Among the entries, which lines carry the string "Zacconi"? Copy each of them.

Dataset entries:
_ _ _
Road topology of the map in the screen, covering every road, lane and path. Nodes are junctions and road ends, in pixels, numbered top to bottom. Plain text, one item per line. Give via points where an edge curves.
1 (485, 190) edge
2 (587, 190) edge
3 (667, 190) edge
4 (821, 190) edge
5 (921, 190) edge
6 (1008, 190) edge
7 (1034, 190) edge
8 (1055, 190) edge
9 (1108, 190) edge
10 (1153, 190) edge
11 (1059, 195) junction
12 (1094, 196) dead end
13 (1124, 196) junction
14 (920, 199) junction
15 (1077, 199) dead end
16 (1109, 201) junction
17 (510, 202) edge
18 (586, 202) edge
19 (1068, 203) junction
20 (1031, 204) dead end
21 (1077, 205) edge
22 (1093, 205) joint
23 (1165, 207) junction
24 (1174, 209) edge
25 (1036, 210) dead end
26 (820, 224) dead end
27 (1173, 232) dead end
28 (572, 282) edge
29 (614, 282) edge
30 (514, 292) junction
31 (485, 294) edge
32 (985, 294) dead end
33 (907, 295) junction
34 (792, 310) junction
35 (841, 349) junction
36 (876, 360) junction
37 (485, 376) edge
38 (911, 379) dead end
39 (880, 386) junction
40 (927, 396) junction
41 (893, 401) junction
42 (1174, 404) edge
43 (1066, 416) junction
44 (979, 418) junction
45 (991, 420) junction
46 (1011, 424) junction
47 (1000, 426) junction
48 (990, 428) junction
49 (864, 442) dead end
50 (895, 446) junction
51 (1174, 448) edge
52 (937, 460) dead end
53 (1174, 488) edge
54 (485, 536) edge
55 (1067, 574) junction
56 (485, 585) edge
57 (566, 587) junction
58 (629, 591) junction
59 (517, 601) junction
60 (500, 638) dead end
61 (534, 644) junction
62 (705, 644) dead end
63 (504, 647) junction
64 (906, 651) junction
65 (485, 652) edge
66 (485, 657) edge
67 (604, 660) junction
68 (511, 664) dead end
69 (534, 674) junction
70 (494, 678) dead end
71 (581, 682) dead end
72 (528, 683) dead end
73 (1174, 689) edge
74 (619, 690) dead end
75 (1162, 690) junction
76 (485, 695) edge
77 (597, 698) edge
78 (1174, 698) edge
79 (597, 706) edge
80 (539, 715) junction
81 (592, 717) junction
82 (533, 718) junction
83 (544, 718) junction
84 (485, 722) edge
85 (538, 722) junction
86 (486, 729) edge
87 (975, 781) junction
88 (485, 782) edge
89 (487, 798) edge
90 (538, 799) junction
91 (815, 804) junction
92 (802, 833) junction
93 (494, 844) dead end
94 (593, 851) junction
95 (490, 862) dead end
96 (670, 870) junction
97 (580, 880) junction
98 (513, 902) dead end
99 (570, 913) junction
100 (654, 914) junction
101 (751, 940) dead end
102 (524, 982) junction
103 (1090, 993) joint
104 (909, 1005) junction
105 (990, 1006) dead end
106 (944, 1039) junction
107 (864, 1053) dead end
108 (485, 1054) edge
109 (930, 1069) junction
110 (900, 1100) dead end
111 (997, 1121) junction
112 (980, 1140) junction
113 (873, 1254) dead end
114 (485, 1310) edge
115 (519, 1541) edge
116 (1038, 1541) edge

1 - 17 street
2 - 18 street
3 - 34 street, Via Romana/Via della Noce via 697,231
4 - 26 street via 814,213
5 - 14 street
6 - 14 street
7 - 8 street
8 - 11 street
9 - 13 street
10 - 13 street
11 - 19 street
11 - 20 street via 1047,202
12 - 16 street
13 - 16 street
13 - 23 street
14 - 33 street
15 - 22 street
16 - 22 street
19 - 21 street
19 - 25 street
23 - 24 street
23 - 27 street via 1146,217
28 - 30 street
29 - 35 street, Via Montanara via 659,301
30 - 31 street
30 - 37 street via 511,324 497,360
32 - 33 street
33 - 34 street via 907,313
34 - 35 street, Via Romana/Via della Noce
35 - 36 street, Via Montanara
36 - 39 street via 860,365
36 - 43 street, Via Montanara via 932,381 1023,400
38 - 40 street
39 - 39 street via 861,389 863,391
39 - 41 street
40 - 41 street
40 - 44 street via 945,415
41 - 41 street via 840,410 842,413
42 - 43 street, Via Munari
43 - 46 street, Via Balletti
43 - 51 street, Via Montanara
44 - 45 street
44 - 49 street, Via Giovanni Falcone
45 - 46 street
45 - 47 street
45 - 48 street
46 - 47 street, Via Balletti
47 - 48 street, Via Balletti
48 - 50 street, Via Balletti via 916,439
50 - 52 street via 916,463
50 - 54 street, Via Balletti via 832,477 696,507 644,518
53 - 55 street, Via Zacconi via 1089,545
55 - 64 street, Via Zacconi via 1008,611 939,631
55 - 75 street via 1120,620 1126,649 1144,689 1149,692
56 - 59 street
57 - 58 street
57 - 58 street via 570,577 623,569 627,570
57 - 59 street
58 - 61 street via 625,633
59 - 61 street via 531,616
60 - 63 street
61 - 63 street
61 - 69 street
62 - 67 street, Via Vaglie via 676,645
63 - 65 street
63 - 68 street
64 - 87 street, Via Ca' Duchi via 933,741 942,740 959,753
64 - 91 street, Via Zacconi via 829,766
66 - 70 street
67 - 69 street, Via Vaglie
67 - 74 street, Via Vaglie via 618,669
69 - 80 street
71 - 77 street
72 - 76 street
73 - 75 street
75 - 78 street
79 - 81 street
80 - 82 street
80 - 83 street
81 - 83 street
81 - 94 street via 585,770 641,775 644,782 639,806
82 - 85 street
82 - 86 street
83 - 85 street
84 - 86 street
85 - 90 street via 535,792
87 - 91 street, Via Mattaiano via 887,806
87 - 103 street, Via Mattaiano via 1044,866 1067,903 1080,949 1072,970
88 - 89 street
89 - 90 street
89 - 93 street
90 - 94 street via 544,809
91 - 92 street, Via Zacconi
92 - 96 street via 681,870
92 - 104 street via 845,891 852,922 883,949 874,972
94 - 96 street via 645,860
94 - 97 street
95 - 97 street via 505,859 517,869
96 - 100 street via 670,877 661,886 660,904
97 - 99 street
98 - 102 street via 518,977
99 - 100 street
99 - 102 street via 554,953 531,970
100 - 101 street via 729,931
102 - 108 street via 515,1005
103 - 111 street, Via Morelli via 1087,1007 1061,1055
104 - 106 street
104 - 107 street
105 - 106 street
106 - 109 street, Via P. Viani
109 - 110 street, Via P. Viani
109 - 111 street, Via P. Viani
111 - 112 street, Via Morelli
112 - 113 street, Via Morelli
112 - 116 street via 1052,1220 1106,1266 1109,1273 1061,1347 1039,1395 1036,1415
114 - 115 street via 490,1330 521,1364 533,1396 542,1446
_ _ _
YOUR RESPONSE:
53 - 55 street, Via Zacconi via 1089,545
55 - 64 street, Via Zacconi via 1008,611 939,631
64 - 91 street, Via Zacconi via 829,766
91 - 92 street, Via Zacconi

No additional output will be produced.